Madame la secrétaire d'État, je vous rejoins sur les initiatives locales et régionales, comme l'a excellemment rappelé notre collègue Guillaume Chevrollier. Je pense aussi que c'est de la base que peuvent partir les solutions. La région Pays de la Loire a ainsi mis en place une stratégie Ambition maritime régionale.

Madame la secrétaire d'État, quelle sera la position de la France pour défendre les aspects maritimes utiles à la lutte contre le réchauffement climatique ?

Mme la présidente. La parole est à Mme la secrétaire d'État.
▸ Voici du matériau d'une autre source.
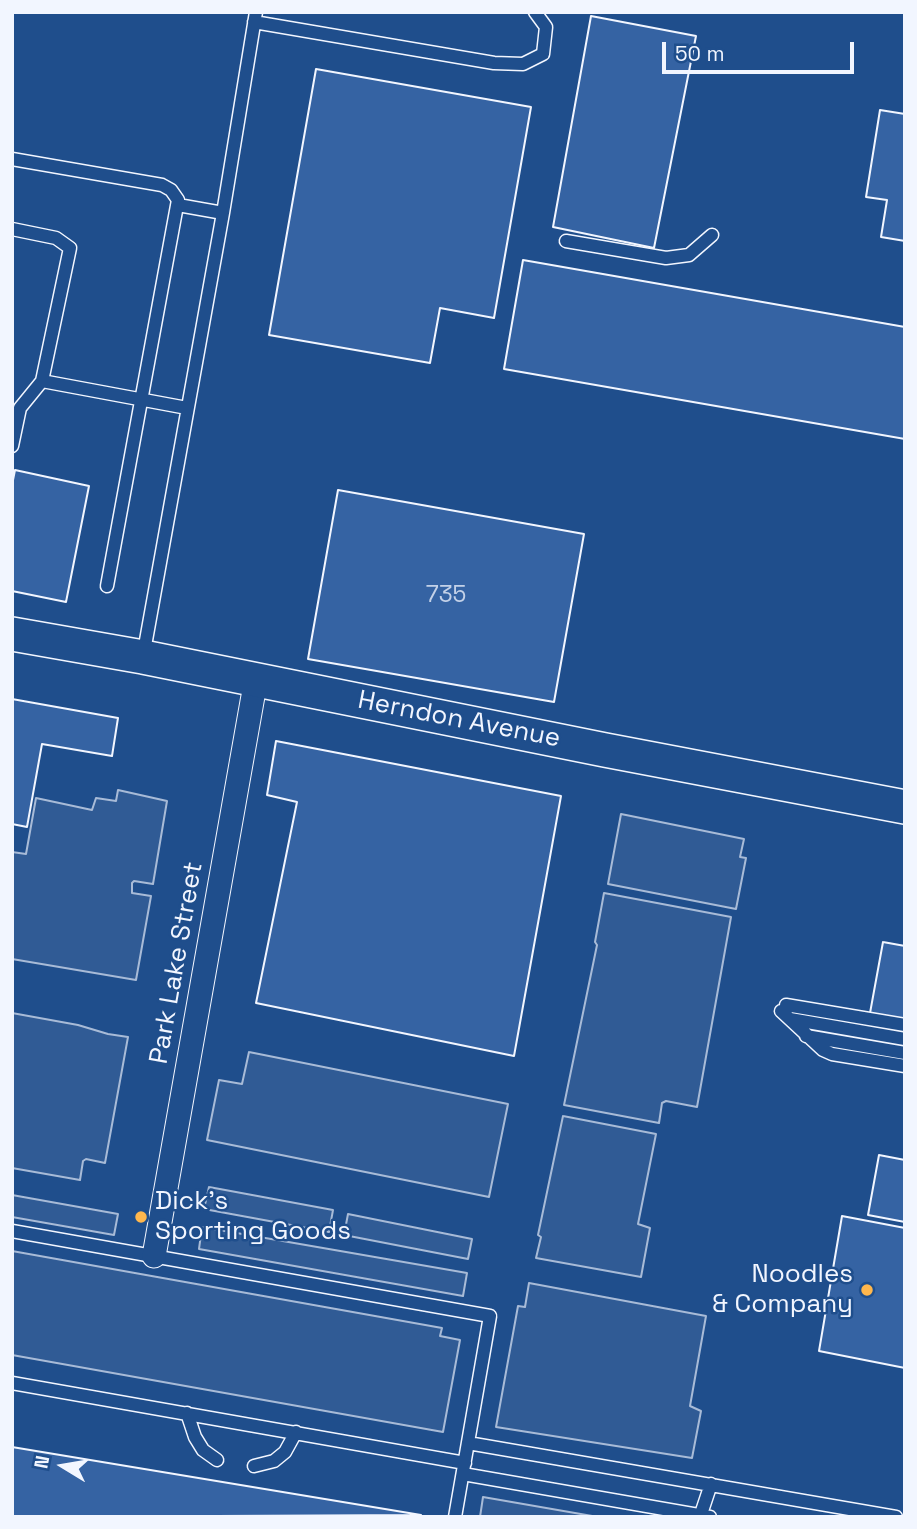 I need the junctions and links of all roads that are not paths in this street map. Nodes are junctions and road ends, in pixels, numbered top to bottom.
1 (535, 12) edge
2 (255, 17) edge
3 (12, 159) edge
4 (178, 205) junction
5 (223, 213) junction
6 (12, 229) edge
7 (712, 235) dead end
8 (566, 240) dead end
9 (42, 381) junction
10 (141, 399) junction
11 (187, 408) junction
12 (12, 446) edge
13 (107, 586) dead end
14 (12, 634) edge
15 (143, 657) junction
16 (256, 679) junction
17 (905, 807) edge
18 (786, 1012) junction
19 (905, 1025) edge
20 (806, 1036) junction
21 (905, 1039) edge
22 (905, 1053) edge
23 (905, 1066) edge
24 (12, 1231) edge
25 (154, 1255) junction
26 (12, 1383) edge
27 (187, 1413) junction
28 (296, 1432) junction
29 (468, 1443) junction
30 (217, 1460) dead end
31 (254, 1466) dead end
32 (464, 1468) junction
33 (711, 1484) junction
34 (704, 1516) edge
35 (456, 1517) edge
36 (896, 1517) edge

1 - 2 lane
2 - 5 lane
3 - 4 lane
4 - 5 lane
4 - 10 lane
5 - 11 lane
6 - 9 lane
7 - 8 lane
9 - 10 lane
9 - 12 lane
10 - 11 lane
10 - 13 lane
11 - 15 lane
14 - 15 street, Herndon Avenue
15 - 16 street, Herndon Avenue
16 - 17 street, Herndon Avenue
16 - 25 street, Park Lake Street
18 - 19 lane
18 - 20 lane
18 - 21 lane
20 - 22 lane
20 - 23 lane
24 - 25 lane
25 - 29 lane
26 - 27 lane
27 - 28 lane
27 - 30 lane
28 - 31 lane
28 - 32 lane
29 - 32 lane
29 - 33 lane
32 - 34 lane
32 - 35 lane
33 - 34 lane
33 - 36 lane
Mme Brune Poirson, secrétaire d'État auprès du ministre d'État, ministre de la transition écologique et solidaire. Monsieur le sénateur, vous posez la question essentielle, même vitale, de la politique énergétique de la France. Vous savez que nous sommes actuellement en pleine négociation et finalisation de la programmation pluriannuelle de l'énergie qui dessinera le plan énergétique de la France pour les dix années à venir. Les problématiques que vous soulevez sont au coeur des débats que nous avons en ce moment et que nous continuerons d'avoir, puisque le processus de cette programmation pluriannuelle de l'énergie s'élabore de façon transparente et en consultation avec les différentes parties prenantes.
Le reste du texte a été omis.